Sortir de l’aéroport et trouver un moyen de se rendre au centre de la ville n’est pas évident. Nous sommes un peu perdus. Un train, puis un autobus, tout est congestionné, un trafic pas possible. Je suis tellement fatiguée, j’ai si peu dormi dans l’avion que je dois me pincer pour demeurer réveillée. Assise dans le train, les yeux somnolents, j’aperçois du coin de l’œil, entre deux édifices décrépis, des temples bouddhistes. C’est alors que je réalise que je suis ailleurs, que je suis vraiment loin de mon Occident connu.

Un homme me regarde tout souriant, il me demande d’où je viens, formulant étrangement les quelques mots d’anglais qu’il connaît. « Canada ». C’est la première fois, mais surtout pas la dernière, que je répondrai à cette question, je le devine. Dans l’excitation de mon arrivée, je commence à lui raconter l’itinéraire que je me suis tracée. Et c’est alors que je réalise la stupidité de mon verbiage. Cet homme qui me parle, assis dans ce train entre Bangkok et quelques petits villages, cet homme, probablement qu’il n’ira jamais plus loin que Bangkok et que ces quelconques villages. Et voici que moi, du haut de mes 25 ans, je lui déroule la liste de tous ces pays où je compte aller, Thaïlande, Inde, Népal, Birmanie, Laos, Viêt-nam, et ainsi de suite. Et ce n’est pas tout, en plus, moi j’ai payé un billet d’avion pour venir de l’autre bout du monde, le Canada, à quarante heures d’avion. Vous imaginez, moi, à 25 ans, je réaliserai tout ça, alors que ce vieux monsieur n’ira probablement pas plus loin que le prochain village. C’est un premier coup au cœur.

C’est ma première leçon. C’est la première fois que je suis directement confrontée aux inégalités de la situation internationale. Ce n’est plus une situation abstraite, sur papier, que j’apprends pour passer un examen universitaire. C’est moi, jeune riche d’un pays développé, confrontée à un pays en voie de développement, c’est moi et ma réalité qui entrons en contact avec le monde dans lequel je baigne maintenant. J’ai l’inégalité inscrite dans le front. J’avoue que j’ai le cœur un peu gros, que je regrette d’avoir autant parlé. Je ne me sens pas confortable dans cette situation. Peut-être qu’au fond ce monsieur n’a absolument rien saisi de mon discours étant donné qu’il parlait si peu l’anglais. Mais, de toute façon, c’est écrit dans ma peau blanche que je viens d’un autre monde. Je me promets de ne plus jamais étaler ainsi ma richesse, de plutôt me limiter au strict nécessaire. Je viens du Canada et je suis ici maintenant. Inutile de raconter partout où j’ai été et partout où j’irai. Je ne sais pas si ce sera mieux comme ça, quelle est la valeur de ces petits mensonges blancs. Mais je sais que, sinon, je me sentirai trop mal d’accentuer ainsi ma différence et ma richesse.

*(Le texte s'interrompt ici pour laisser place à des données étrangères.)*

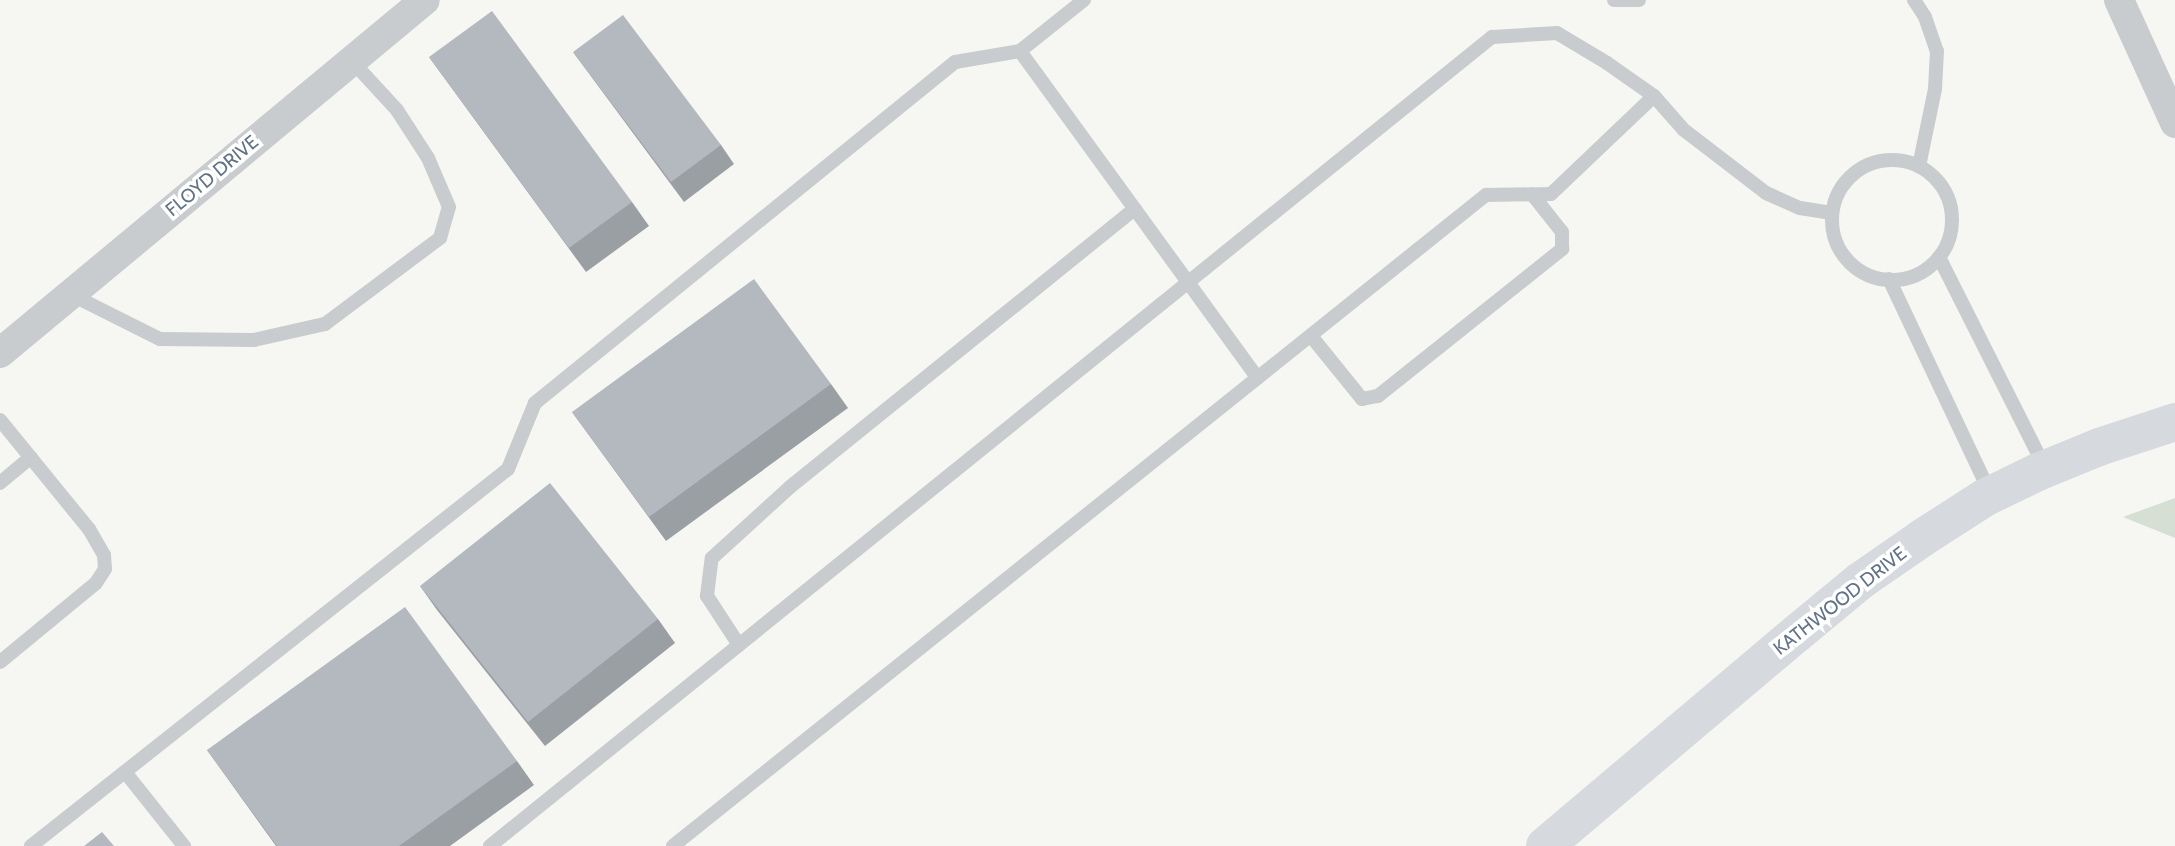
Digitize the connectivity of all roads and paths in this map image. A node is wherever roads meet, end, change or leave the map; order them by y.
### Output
1 (425, 0) edge
2 (1084, 0) edge
3 (1614, 0) edge
4 (1639, 0) edge
5 (1914, 0) edge
6 (2119, 0) edge
7 (1020, 51) junction
8 (352, 61) junction
9 (1654, 96) junction
10 (2175, 123) edge
11 (1919, 166) junction
12 (1532, 194) junction
13 (1135, 209) junction
14 (1832, 213) junction
15 (1939, 257) junction
16 (1889, 279) junction
17 (1188, 282) junction
18 (70, 294) junction
19 (1311, 336) junction
20 (0, 353) edge
21 (1258, 378) junction
22 (0, 420) edge
23 (2175, 422) edge
24 (31, 457) junction
25 (2045, 469) junction
26 (0, 484) edge
27 (1991, 495) junction
28 (738, 645) junction
29 (0, 662) edge
30 (125, 772) junction
31 (31, 846) edge
32 (184, 846) edge
33 (490, 846) edge
34 (673, 846) edge
35 (1545, 846) edge

1 - 8 street, FLOYD DRIVE
2 - 7 lane
3 - 4 lane
5 - 11 lane
6 - 10 street
7 - 13 lane
7 - 30 lane
8 - 18 street, FLOYD DRIVE
8 - 18 lane
9 - 12 lane
9 - 14 lane
9 - 17 lane
11 - 14 lane
11 - 15 lane
12 - 19 lane
12 - 19 lane
13 - 17 lane
13 - 28 lane
14 - 16 lane
15 - 16 lane
15 - 25 lane
16 - 27 lane
17 - 21 lane
17 - 28 lane
18 - 20 street, FLOYD DRIVE
19 - 21 lane
21 - 34 lane
22 - 24 lane
23 - 25 street, KATHWOOD DRIVE
24 - 26 lane
24 - 29 lane
25 - 27 street, KATHWOOD DRIVE
27 - 35 street, KATHWOOD DRIVE
28 - 33 lane
30 - 31 lane
30 - 32 lane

Bangkok. Cinq heures de train et d’autobus pour parcourir les vingt-cinq petits kilomètres qui nous séparent de l’aéroport. L’autobus n’avance pas, la rue est remplie de véhicules de toutes sortes et de gens à pied. Mais nous voici finalement rendus au centre de la ville. Un ami nous avait donné l’adresse d’un hôtel, qui s’avère être déjà plein. Nous prenons le suivant. Il fait chaud. La chambre est petite, sale, pleine de fourmis et de coquerelles. Un vieux ventilateur est accroché au plafond. Peu m’importe, je suis arrivée, je suis quelque part, et je suis heureuse. Assise dans le jardin, je regarde passer entre mes pieds une coquerelle d’à peu près sept centimètres de longueur. Léger sursaut. C’est vrai, ces insectes pullulent dans les pays chauds. Pendant la nuit, à quatre heures du matin, les coqs entrent en compétition. C’est à qui chantera le plus fort, ce qui, très rapidement, me fait surgir de mon lit. Je ne savais pas que les coqs vivaient en pleine ville.

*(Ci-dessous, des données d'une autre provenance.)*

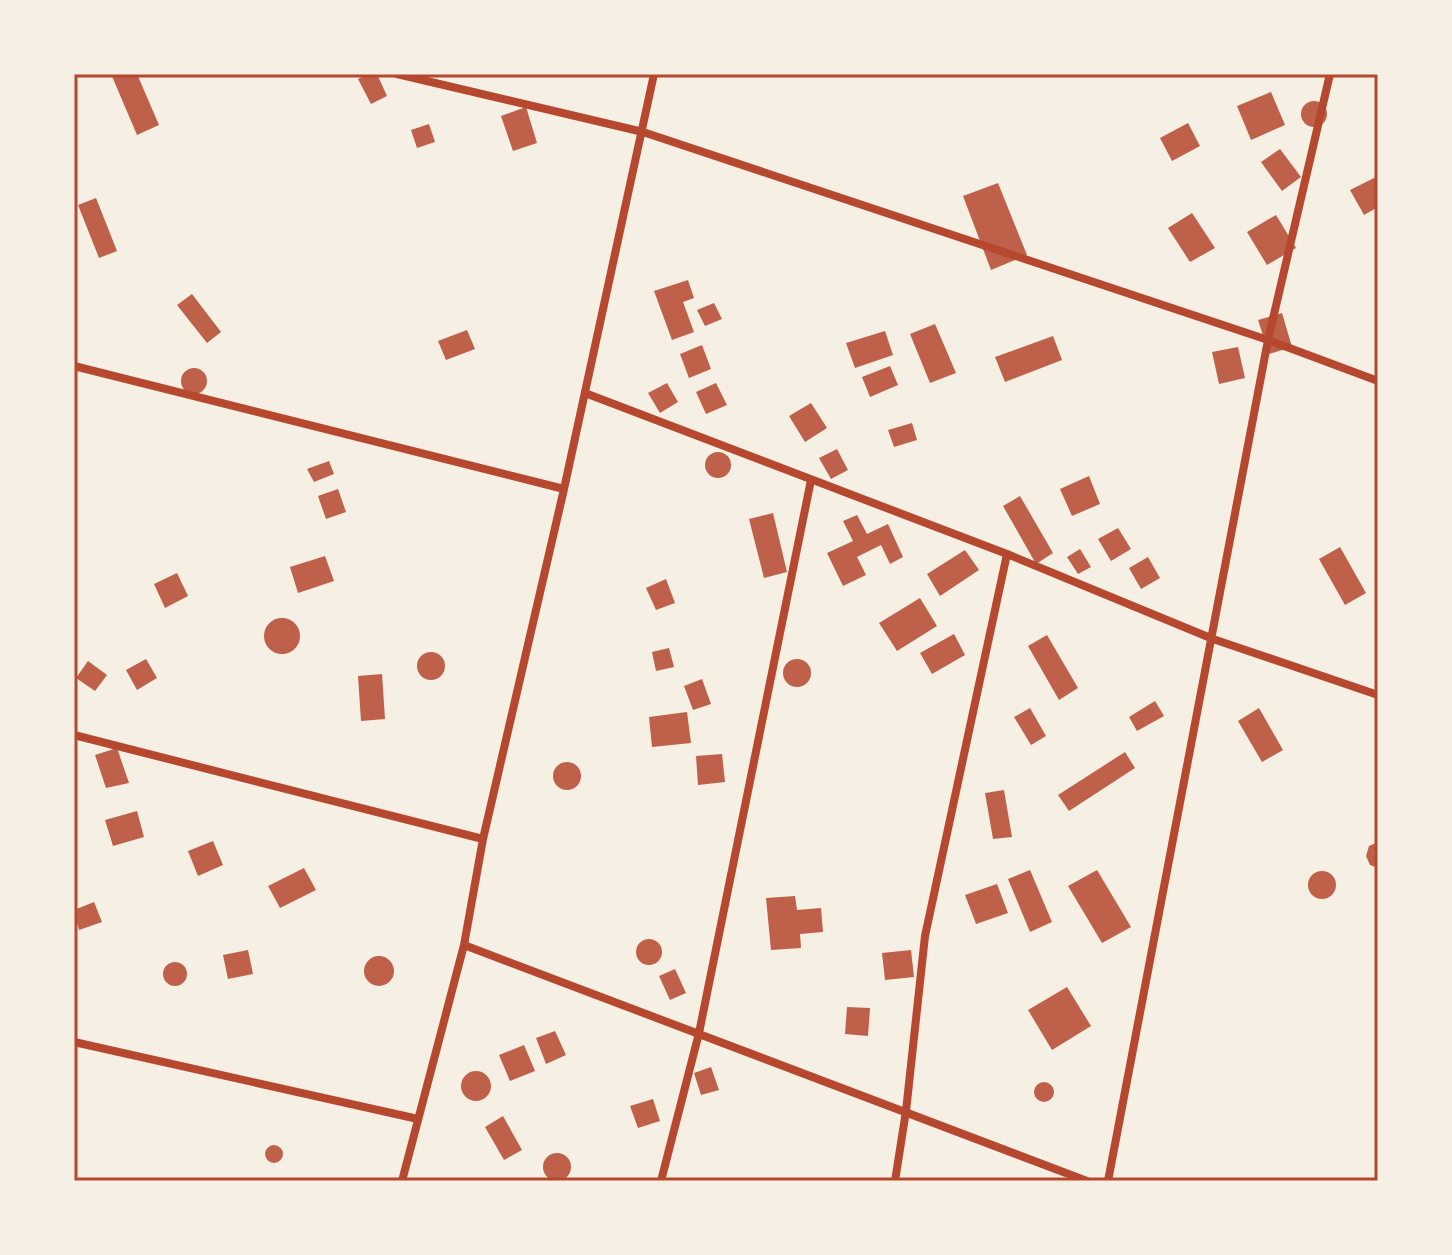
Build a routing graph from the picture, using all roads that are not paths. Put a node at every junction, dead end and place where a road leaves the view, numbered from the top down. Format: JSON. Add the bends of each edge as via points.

C’est indubitable, j’ai quitté l’Amérique. Je suis ailleurs, là où tout n’est pas automatisé, là où tout n’est pas technologique, aseptisé et efficace. À moi l’Asie! Les yeux grands ouverts, en plein milieu de la nuit, je me sens prête à conquérir l’Asie. Mon voyage sera splendide, je le sais.

Bangkok est une immense ville. Des temples superbes et à couper le souffle, des gens partout, des kiosques de nourriture de toutes sortes étalés dans les rues, un Chinatown géant, des odeurs, de la saleté. C’est l’Asie. Tout est écrit dans un alphabet étrange, un ensemble de cercles et de points. Les gens parlent mais je ne comprends rien. C’est comme une musique étonnante qui résonne dans mes oreilles. Dès que je quitte les quartiers touristiques, il est impossible de me faire servir en anglais. Je commence à apprendre à parler avec des gestes. Je me ballade doucement, je laisse l’Asie me dépayser.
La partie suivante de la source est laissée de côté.